Petra: – flipped some switch in my tiny head and made me a nerd. [Laughs] So, that’s one of the books. For romance, I mean, I’ve, this is no surprise to anyone – Godfrey, what the hell? Oh, he saw a bug in the yarn – this is no surprise to anybody, that I love Loretta Chase more than somewhat.
Sarah: Ohhh –
Petra: [Laughs] In fact, I’ve just been rereading – I, I downloaded a bunch of her backlist, ‘cause there was all this stuff I never knew existed, but I was just rereading Captives of the Night, because I like Esmond, and I think he gets a raw deal in The Lion’s Daughter, and – [laughs] – and I love the historical detail that she puts into her books. And I also, yeah, I mean, I also love Courtney Milan. I can’t name specifics, but I mean, basically, any book of hers that you put in front of me will be my favorite book at that moment. Let’s see, other books that I love and have carried with me. Some of them, I guess these actually do qualify as romances. There’s, there’s a historical author named Judith Merkle Riley. I don’t know if you’ve heard of her; she passed away a few years ago. She wrote six historical novels – I think six? – and they all have really wonderful heroines, interesting historical plots. My favorite one is called The Serpent Garden. It’s one of my all-time comfort reads. It’s about a Dutch woman living in London during the reign of Henry VIII, and she’s a miniaturist, she paints miniature portraits, and she goes to France in the service of Cardinal Wolsey, and of course there’s a, you know, a lanky, smoldering, young equerry in the service of the cardinal who gives her longing looks, and she can paint portraits that see into people’s souls, and there’s an angel and a devil that tip the scales because they like to mess with humans, and – I, I’m not doing a very good job of rendering that book, but Judith Merkle Riley is amazing, and I highly recommend both that and A Vision of Light, which is a sort of fictionalized version of – now I’ve forgotten her name. Because that’s what’s happening to me. Anyway, it’s a book about a fourteenth century mystic.
Sarah: Whoa!
Petra: And it’s still romance, ‘cause she falls in love with a hot monk.

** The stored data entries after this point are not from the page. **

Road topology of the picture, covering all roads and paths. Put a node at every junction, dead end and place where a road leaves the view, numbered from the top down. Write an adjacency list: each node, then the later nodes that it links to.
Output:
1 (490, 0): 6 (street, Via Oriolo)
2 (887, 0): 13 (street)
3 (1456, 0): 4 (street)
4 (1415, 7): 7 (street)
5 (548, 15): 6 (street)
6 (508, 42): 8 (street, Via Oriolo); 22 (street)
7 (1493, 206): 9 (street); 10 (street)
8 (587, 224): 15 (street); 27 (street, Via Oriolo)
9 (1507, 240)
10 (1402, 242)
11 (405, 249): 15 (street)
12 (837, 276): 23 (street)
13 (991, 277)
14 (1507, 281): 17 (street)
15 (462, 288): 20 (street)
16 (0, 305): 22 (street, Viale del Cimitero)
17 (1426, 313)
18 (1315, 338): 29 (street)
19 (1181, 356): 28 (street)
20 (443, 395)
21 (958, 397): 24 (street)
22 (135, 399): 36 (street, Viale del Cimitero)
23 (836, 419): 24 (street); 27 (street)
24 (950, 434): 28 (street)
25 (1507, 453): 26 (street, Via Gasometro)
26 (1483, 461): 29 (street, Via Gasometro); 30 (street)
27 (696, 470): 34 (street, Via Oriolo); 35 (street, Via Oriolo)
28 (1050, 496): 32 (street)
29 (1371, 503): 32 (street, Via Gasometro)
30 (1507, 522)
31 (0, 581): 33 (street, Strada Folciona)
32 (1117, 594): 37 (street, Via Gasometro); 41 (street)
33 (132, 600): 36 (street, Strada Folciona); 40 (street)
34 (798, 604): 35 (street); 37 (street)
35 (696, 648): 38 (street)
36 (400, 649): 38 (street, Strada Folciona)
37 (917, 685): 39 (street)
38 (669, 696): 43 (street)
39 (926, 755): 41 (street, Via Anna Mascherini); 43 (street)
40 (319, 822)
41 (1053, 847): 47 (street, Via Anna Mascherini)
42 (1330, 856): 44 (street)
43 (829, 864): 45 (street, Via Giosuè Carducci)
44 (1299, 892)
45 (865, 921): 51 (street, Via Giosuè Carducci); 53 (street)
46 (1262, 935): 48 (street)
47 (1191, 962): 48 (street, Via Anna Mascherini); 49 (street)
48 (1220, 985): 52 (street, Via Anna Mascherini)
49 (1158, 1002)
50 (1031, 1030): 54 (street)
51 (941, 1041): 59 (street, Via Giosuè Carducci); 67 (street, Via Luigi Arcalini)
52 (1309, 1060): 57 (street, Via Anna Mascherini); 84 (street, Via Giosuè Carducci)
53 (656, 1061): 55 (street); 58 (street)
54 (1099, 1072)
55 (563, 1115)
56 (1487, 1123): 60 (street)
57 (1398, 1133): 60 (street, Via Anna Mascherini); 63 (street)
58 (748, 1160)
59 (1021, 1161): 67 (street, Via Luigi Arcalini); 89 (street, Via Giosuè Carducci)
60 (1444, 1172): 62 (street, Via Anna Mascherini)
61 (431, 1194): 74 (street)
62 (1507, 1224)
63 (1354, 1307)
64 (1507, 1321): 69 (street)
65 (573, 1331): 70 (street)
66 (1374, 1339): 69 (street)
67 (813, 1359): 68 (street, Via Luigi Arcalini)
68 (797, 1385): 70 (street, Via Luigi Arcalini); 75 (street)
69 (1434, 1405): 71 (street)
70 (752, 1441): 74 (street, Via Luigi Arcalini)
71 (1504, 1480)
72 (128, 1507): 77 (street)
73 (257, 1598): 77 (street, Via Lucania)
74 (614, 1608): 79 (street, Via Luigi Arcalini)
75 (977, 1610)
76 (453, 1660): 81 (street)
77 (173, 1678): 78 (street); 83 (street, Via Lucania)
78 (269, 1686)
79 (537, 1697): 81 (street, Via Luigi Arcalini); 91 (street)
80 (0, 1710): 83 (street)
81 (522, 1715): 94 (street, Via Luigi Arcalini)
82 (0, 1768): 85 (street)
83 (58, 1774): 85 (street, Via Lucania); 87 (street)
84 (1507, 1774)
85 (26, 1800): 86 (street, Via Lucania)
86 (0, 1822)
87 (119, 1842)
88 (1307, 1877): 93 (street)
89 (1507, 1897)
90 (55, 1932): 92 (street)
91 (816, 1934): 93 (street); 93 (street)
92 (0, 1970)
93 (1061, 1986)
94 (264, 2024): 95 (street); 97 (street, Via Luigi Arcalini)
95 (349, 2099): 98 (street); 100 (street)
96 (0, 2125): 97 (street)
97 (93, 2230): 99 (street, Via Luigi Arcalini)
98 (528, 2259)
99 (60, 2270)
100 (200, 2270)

Sarah: You know, she had a new book with Sourcebooks three years ago.
Petra: That was, that was actually, I think she had already passed by that point, if you’re talking about The Water Devil?
Sarah: No, The Oracle Glass.
Petra: No, that was a reprint.
Sarah: That was a reprint?
Petra: That was a reprint. Oracle – also, they’ve reprinted ‘em with ugly covers, ‘cause the Penguin covers are beautiful, like –
Sarah: Yeah, like –
Petra: The Oracle Glass is great. It’s about the Affair of the Poisoners, and it’s about a young woman who is an outcast from her relatively wealthy, social-climbing family, and so she – and she’s slightly weird looking – and so she paints herself white and hunches over and dresses all in black and pretends she’s a three-hundred-year-old fortune teller to fool rich noblemen?
Sarah: As you do.
Petra: As you do, and she sort of gets caught up peripherally in the Affair of the Poisoners, which was this big scandal in the French court in the, I think, seventeenth century? I should know this better; I’m a history major, after all. [Laughs] Anyhow, they’re really great books.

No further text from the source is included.